Estimadores de densidad
Diagramas de cajas
MAS5
¿Qué tenemos?
- En cada localización tendremos sondas que son oligonucleótidos específicos de un gen.
- De hecho son pares de sonda: una con la secuencia deseada y otra en la que se modifica la base en la posicion 13.
- La intensidad (o expresión) observada con el oligonucleótido correcto le llamamos PM (perfect matching).
- La expresión observado sobre el modificado le llamamos MM (miss matching).
- Una cierta proporción de localizaciones muestran un valor MM mayor que el valor PM.
- http://media.affymetrix.com/support/technical/whitepapers/sadd_whitepaper.pdf
Corrección de fondo
- Se divide el array en K zonas rectangulares: \(Z_k\) con \(k=1,\ldots,K\).
- En cada \(Z_k\) se ordenan las intensidades observadas en las distintas celdas y se considera el 2% con intensidades menores.
- Calculamos su media y desviación estándar muestrales: \(b(Z_k)\) y \(s(Z_k)\).
- Sea la celda localizada en \((x,y)\).
- \(d_k(x,y)\)= la distancia desde \((x,y)\) al centro de la región \(Z_k\).
- Consideramos la siguiente cantidad \[ w_k(x,y) = \frac{1}{d^2_k(x,y) + s_0} \] donde \(s_0\) nos evita que el cociente se pueda anular y por defecto \(s_0 = 100\).
- Para la celda localizada en \((x,y)\) consideramos \[ b(x,y) = \frac{1}{\sum_{k=1}^K w_k(x,y)} \sum_{k=1}^K w_k(x,y) b(Z_k) \]
Ruido local
- Vamos a restar a las intensidades una medida de ruido de fondo local.

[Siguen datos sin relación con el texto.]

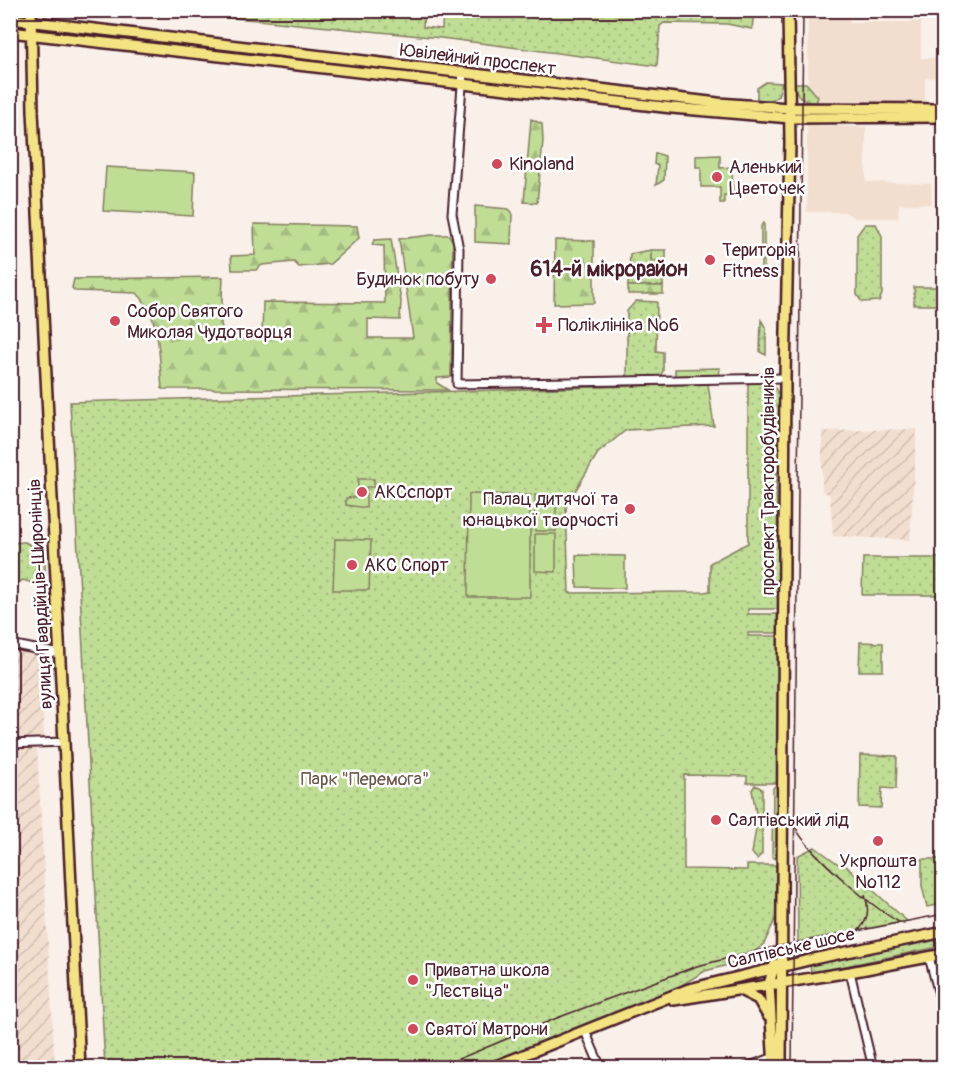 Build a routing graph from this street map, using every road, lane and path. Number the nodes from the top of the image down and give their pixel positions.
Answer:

- El problema es que nos encontremos con valores negativos.
- Este valor de ruido en la celda localizada en \((x,y)\) se calcula como \[ n(x,y) = \frac{1}{\sum_{k=1}^K w_k(x,y)} \sum_{k=1}^K w_k(x,y) s(Z_k). \]
- La idea ahora es quitar a las intensidades originales el fondo (\(b(x,y)\)) que hemos calculado pero asegurándonos que no nos surja valores negativos.
- La intensidad original se denota como \(I(x,y)\) en la localización \((x,y)\). El valor ajustado de la intensidad viene dado por \[ A(x,y) = \max\{I(x,y) - b(x,y), f_0 n(x,y) \} \]
- El parámetro \(f_0\) se suele fijar en \(f_0 =0.5\).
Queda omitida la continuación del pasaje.